* WHAT IS BEING ASKED: Repeat exactly, and only, the lines of the entries below from the one with "M583,35L609,107L559,126L533,54Z" through the one with "M229,280L268,327L235,353L197,307Z", both ends included.

[Recorded data]

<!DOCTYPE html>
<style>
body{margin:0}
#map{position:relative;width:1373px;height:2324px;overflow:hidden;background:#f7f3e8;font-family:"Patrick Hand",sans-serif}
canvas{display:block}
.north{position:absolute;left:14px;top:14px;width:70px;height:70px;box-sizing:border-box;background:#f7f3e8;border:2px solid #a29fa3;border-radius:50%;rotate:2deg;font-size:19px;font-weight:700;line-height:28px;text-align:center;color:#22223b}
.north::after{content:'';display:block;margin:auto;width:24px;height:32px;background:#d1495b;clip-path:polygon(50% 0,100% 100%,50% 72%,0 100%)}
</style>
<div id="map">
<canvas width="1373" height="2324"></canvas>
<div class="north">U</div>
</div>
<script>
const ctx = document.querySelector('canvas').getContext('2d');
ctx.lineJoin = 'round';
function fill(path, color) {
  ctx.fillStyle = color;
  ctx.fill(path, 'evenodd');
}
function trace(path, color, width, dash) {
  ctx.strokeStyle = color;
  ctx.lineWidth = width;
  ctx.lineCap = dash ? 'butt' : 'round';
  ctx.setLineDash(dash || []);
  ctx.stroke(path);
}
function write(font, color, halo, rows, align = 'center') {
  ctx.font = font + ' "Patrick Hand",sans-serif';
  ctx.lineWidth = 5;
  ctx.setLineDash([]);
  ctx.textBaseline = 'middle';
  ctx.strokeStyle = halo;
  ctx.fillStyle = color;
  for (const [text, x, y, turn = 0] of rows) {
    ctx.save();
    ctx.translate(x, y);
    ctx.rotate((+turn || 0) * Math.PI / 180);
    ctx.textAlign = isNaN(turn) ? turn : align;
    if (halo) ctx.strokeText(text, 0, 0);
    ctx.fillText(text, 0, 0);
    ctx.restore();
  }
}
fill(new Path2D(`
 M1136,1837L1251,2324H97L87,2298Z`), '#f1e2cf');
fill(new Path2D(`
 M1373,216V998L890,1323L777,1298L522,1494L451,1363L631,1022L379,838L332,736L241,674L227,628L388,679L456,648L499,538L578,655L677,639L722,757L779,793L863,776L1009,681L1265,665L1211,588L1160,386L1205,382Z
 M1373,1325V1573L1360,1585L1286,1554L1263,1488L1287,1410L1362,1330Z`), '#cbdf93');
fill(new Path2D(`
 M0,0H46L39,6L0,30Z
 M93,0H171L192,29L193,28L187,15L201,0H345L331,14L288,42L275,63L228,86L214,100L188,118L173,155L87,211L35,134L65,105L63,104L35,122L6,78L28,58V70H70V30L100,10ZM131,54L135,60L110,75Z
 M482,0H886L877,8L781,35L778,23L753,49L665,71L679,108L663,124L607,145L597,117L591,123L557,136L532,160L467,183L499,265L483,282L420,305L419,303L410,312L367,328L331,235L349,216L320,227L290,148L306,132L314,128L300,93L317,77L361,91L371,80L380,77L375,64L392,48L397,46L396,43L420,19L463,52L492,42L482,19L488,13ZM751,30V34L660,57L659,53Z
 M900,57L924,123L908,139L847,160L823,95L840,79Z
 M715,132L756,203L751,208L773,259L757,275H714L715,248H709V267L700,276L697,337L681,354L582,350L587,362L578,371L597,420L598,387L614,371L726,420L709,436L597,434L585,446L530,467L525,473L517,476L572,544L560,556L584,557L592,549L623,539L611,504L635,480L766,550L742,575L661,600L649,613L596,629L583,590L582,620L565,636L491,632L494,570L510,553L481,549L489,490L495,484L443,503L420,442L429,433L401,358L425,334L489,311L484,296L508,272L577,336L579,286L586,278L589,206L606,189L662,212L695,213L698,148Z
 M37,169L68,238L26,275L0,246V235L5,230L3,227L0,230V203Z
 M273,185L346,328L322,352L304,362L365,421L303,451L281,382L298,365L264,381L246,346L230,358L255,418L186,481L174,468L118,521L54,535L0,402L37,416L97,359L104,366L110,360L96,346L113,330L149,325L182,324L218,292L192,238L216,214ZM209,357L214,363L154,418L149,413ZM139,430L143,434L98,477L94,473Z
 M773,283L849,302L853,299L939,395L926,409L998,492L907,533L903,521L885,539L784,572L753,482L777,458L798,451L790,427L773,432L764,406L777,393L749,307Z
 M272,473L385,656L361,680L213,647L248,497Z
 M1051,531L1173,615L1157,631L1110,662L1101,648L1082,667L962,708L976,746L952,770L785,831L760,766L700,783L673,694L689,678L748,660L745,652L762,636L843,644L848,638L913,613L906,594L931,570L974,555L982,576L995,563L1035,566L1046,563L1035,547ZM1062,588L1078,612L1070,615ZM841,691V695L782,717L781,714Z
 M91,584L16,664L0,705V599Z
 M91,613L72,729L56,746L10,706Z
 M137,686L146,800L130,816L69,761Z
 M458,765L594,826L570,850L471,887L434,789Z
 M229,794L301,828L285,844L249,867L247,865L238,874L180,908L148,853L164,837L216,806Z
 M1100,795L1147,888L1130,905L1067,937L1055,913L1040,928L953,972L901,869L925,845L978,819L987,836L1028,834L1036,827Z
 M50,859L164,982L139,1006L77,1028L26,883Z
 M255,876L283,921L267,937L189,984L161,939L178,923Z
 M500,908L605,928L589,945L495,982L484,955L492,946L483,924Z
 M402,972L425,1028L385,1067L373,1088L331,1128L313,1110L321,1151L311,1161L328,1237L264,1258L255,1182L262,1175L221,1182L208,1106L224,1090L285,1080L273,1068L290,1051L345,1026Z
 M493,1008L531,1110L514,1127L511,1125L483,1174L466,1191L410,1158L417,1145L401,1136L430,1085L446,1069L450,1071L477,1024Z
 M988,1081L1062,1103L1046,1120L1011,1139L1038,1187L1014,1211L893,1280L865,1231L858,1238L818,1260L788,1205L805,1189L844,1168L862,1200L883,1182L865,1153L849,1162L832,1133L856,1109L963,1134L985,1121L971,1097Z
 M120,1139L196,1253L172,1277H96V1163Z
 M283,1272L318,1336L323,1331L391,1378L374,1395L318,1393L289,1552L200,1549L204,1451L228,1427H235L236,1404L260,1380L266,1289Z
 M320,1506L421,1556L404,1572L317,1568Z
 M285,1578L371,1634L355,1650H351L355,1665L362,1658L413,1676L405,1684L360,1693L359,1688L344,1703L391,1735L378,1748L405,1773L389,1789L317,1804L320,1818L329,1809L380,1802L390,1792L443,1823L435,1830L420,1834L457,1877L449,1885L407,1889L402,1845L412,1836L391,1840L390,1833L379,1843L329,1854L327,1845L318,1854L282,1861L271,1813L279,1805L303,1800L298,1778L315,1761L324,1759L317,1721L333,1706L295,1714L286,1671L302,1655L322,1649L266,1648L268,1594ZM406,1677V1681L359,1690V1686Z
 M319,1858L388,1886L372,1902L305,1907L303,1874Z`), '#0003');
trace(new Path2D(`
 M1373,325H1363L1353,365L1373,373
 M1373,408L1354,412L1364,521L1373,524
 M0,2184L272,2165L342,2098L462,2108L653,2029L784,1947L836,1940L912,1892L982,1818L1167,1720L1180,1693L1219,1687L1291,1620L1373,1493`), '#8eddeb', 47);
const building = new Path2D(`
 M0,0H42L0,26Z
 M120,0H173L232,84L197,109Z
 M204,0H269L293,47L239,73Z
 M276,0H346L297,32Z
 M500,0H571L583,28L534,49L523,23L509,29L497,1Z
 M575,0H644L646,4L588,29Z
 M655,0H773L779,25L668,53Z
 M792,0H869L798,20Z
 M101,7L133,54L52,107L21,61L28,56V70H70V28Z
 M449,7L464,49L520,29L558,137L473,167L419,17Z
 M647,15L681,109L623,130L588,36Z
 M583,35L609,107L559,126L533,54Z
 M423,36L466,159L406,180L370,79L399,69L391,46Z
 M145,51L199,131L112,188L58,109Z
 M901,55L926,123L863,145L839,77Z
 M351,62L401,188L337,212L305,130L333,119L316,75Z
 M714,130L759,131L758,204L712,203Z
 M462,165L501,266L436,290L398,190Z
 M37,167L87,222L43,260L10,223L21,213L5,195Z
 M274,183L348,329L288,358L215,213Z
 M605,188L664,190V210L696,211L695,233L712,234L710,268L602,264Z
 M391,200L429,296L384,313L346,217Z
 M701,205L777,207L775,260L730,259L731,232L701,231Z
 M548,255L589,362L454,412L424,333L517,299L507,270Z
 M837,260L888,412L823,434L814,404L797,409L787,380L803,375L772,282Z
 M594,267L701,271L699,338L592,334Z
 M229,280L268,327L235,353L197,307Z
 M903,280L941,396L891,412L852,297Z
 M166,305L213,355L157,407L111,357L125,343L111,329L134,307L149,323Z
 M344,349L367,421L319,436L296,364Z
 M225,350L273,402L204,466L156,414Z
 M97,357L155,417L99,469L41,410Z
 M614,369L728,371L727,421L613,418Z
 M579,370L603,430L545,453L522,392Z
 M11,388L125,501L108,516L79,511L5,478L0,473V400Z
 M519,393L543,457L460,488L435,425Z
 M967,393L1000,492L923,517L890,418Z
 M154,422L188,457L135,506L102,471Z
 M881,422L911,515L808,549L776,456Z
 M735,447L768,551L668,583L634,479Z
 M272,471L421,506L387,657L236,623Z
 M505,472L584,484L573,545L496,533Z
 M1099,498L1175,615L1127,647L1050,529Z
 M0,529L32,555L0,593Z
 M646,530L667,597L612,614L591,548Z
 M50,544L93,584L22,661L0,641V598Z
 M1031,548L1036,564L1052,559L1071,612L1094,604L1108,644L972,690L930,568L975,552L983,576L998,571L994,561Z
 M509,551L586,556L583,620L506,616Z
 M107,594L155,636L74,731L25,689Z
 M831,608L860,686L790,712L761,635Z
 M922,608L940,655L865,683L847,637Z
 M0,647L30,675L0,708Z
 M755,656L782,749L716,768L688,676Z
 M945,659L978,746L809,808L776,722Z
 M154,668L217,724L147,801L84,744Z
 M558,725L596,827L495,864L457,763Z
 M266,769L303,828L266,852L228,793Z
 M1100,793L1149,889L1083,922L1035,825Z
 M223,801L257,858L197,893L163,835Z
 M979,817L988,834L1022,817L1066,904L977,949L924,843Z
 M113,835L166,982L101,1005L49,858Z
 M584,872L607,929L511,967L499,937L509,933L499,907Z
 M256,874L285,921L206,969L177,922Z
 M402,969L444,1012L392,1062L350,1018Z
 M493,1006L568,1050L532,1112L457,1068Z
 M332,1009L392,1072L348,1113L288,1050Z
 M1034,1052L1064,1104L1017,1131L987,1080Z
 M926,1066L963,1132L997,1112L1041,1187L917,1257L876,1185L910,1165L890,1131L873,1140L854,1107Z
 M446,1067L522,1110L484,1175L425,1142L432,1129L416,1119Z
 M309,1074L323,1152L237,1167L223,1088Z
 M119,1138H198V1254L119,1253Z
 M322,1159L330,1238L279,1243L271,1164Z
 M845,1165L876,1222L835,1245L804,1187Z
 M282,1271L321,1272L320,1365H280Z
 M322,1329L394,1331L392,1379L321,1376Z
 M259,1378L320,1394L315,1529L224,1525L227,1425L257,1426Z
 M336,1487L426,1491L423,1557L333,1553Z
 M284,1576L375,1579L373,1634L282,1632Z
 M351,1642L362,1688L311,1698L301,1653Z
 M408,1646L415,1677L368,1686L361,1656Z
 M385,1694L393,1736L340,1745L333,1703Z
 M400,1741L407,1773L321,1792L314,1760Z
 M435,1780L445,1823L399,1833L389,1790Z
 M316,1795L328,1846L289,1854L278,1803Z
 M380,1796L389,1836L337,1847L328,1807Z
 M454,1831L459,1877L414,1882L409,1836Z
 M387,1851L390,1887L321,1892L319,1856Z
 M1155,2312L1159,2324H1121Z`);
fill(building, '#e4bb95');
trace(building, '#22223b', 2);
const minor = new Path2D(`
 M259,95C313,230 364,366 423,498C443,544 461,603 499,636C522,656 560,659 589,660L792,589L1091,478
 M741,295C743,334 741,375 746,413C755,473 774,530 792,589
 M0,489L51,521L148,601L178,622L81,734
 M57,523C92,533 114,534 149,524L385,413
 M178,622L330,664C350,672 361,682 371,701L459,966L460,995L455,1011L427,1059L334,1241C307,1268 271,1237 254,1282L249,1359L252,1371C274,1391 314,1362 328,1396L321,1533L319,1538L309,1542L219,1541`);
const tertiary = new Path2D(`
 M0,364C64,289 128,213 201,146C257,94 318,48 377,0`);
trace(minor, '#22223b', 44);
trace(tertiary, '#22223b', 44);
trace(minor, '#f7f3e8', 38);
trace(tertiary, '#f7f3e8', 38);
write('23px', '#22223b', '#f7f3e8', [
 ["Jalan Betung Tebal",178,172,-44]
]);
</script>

* WORKED SOLUTION:
 M583,35L609,107L559,126L533,54Z
 M423,36L466,159L406,180L370,79L399,69L391,46Z
 M145,51L199,131L112,188L58,109Z
 M901,55L926,123L863,145L839,77Z
 M351,62L401,188L337,212L305,130L333,119L316,75Z
 M714,130L759,131L758,204L712,203Z
 M462,165L501,266L436,290L398,190Z
 M37,167L87,222L43,260L10,223L21,213L5,195Z
 M274,183L348,329L288,358L215,213Z
 M605,188L664,190V210L696,211L695,233L712,234L710,268L602,264Z
 M391,200L429,296L384,313L346,217Z
 M701,205L777,207L775,260L730,259L731,232L701,231Z
 M548,255L589,362L454,412L424,333L517,299L507,270Z
 M837,260L888,412L823,434L814,404L797,409L787,380L803,375L772,282Z
 M594,267L701,271L699,338L592,334Z
 M229,280L268,327L235,353L197,307Z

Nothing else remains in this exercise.